原発処理水海洋放出の方針決定から1年 埋まらぬ政府と漁業者の溝、変わらぬ東電への不信感

2022年4月14日 06時00分
 政府が東京電力福島第一原発の処理水の海洋放出方針を決めてから、13日で1年。魚介類の風評被害への懸念から漁業者の反対は根強く、溝は埋まらぬままだ。事故を起こした東電は政府方針を盾に着々と準備を進めるが、地元の「理解」を得るために動くべきトップの姿は見えない。(小川慎一、小野沢健太)

 福島第一原発の処理水 1~3号機原子炉に注入した冷却水が事故で溶け落ちた核燃料(デブリ)に触れ、建屋に入る地下水や雨水と混ざって発生する汚染水を多核種除去設備(ALPS)で処理した水。取り除けない放射性物質トリチウムが国の排出基準を上回る濃度で残る。政府と東京電力は、大量の海水でトリチウム濃度を排出基準の40分の1未満に薄めて海へ流す計画を進めている。

◆不在の東電に「信頼は一切ない」

 「海洋放出には絶対に断固反対だ」。全国漁業協同組合連合会(全漁連)の岸宏会長は今月5日昼、東京都中央区の事務所で向かい合った萩生田光一経済産業相に断言した。
 萩生田氏は初めて事務所を訪れ、全漁連の要望に対する政府の回答書を提示。しかし漁連側は反対姿勢を崩さず、約20分の面談は何の進展もなく終わった。

全漁連の岸宏会長(右)に申し入れへの回答書を手渡す萩生田光一経済産業相=5日、東京都中央区で(代表撮影)

 岸会長は面談後、報道陣に淡々と「反対の立ち位置はいささかも変わらない。政府との距離感は1年前の方針決定の時と同じ」。その場にいなかった東電について「(信頼は)一切ない。東電の姿勢は極めて不十分だ」と早口になった。
 実際、東電の小早川智明社長はこの1年、全漁連や福島県漁連に足を運んでいない。3月11日の取材に「説明を聞いてもらえる状況にない」と答え、処理水の処分について東電トップは消極的なままだ。

◆風評被害の対策は金

 処理水放出に伴う風評被害を前提に、政府はさまざまな対策を掲げる。
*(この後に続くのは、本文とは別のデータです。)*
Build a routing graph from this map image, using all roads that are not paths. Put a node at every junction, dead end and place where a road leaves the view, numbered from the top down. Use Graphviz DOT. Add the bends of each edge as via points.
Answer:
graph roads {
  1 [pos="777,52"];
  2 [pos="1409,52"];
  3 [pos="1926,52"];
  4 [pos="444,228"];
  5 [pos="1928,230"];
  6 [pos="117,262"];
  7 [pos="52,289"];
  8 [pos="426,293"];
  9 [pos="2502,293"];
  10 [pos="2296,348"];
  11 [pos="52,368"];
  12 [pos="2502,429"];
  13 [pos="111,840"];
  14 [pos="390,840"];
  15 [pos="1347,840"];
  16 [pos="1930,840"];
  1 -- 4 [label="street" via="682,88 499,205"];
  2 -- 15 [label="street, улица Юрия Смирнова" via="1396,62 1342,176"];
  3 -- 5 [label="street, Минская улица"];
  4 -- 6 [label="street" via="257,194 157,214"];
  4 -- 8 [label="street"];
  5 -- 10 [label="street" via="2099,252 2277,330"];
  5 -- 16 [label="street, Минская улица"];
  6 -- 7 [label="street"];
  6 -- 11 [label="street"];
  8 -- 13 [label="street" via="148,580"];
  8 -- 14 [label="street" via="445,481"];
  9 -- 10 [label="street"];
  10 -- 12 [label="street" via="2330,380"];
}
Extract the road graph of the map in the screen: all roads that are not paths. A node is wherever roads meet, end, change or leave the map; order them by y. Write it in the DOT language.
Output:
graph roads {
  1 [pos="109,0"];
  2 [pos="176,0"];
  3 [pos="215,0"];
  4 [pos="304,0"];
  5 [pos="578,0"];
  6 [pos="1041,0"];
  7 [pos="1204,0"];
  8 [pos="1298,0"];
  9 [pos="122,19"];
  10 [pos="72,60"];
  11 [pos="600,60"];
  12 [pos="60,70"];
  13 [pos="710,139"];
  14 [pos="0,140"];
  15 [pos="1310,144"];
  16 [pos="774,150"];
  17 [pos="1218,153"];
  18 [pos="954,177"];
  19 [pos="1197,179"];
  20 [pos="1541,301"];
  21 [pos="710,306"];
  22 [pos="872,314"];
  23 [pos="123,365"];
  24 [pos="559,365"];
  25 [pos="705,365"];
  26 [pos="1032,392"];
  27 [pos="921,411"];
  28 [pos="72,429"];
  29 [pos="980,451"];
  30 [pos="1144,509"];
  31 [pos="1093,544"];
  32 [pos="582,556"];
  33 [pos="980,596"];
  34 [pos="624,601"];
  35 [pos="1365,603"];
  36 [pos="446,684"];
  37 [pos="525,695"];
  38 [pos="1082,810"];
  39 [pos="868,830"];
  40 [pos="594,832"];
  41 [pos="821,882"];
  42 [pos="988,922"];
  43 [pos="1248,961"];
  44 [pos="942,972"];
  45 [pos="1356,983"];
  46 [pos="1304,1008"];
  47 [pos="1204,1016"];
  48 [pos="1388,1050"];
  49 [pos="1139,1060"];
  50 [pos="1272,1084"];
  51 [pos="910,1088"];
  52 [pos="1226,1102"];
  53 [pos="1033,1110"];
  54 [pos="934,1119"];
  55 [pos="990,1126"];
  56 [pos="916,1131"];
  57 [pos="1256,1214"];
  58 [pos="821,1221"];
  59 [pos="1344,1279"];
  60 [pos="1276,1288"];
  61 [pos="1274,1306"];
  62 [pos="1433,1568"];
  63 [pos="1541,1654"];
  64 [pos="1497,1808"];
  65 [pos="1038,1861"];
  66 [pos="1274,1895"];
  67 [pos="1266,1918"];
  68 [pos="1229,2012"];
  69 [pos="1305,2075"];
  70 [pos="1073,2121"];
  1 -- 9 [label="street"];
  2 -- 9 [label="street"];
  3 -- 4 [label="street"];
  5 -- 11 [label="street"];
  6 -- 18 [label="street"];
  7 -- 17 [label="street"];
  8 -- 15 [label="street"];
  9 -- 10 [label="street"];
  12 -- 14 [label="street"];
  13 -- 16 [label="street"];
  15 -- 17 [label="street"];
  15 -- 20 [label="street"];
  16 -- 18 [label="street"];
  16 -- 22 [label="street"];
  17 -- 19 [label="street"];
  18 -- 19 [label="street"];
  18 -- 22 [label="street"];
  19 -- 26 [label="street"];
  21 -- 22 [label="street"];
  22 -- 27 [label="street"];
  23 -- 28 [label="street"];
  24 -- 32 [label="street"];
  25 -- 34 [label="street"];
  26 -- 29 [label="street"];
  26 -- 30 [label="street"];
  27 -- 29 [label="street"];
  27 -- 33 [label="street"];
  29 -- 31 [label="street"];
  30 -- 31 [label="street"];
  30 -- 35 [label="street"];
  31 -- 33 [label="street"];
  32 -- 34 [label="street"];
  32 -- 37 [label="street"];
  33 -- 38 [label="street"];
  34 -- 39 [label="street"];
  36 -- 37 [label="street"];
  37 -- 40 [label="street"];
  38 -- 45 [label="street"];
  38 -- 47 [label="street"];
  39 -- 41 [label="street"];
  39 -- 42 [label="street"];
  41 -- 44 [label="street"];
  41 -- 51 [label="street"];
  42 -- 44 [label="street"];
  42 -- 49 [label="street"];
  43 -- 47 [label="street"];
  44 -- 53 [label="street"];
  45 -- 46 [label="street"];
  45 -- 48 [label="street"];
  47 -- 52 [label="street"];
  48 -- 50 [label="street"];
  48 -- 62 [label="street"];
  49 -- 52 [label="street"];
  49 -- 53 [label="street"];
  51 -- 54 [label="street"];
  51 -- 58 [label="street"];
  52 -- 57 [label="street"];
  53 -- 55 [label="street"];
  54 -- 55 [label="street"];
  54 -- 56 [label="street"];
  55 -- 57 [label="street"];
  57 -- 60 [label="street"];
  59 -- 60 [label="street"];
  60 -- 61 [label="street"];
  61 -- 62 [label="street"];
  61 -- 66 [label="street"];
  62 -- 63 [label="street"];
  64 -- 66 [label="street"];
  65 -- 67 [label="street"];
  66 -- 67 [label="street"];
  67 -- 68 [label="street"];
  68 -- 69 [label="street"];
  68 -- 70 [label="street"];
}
目玉は萩生田経産相が回答書で示した「超大型の基金」の創設。だが、政府と全漁連との間で認識のずれもある。
 政府は既に、水産物の価格下落や需要の低迷に備えるため、300億円の予算を確保した基金を用意済み。これを踏まえ、岸会長は「300億円とは別に漁業者が将来しっかり(生業を)継続できるための別の基金と理解している」と話した。
 経産省の担当者は5日夕、報道陣への説明で「新たな基金の創設を約束したものではない」とけん制。だが政府回答は、基金を「将来にわたり安心して漁業を継続できるようにするため」と明記している。全漁連の「誤解」とするには無理があり、しこりを残した。

◆迫るタンク満杯 約束は守れるか

 「関係者の理解なしには、いかなる処分もしない」。政府と東電は2015年、処理水について福島県漁連にそう約束した。萩生田経産相は「順守する」と明言。東電の小早川社長もこれまでの取材に「必ず守る」と強調している。
 東電は理解を得ようと、770カ所以上で説明会を開催し、うち漁業関係者は42カ所という。「理解と了解は別。説明を受けて国がやろうとしていることの内容の理解だけはしたいが、(海洋放出を)了解することはできない」。福島県漁連の野崎哲会長は5日の報道陣の取材に、硬い表情を崩さなかった。
 原子力規制委員会による放出設備の審査は月内にも事実上終わり、沖合1キロから放出するために新設する海底トンネルの着工に向けた環境が整いつつある。一連の工事費用は約350億円とされ、漁業者向けの基金を大きく上回る。
 政府と東電の計画では、放出開始まで残り1年。処理水の発生量が減っているものの、「23年春ごろにタンクが満杯」という前提を見直す動きはない。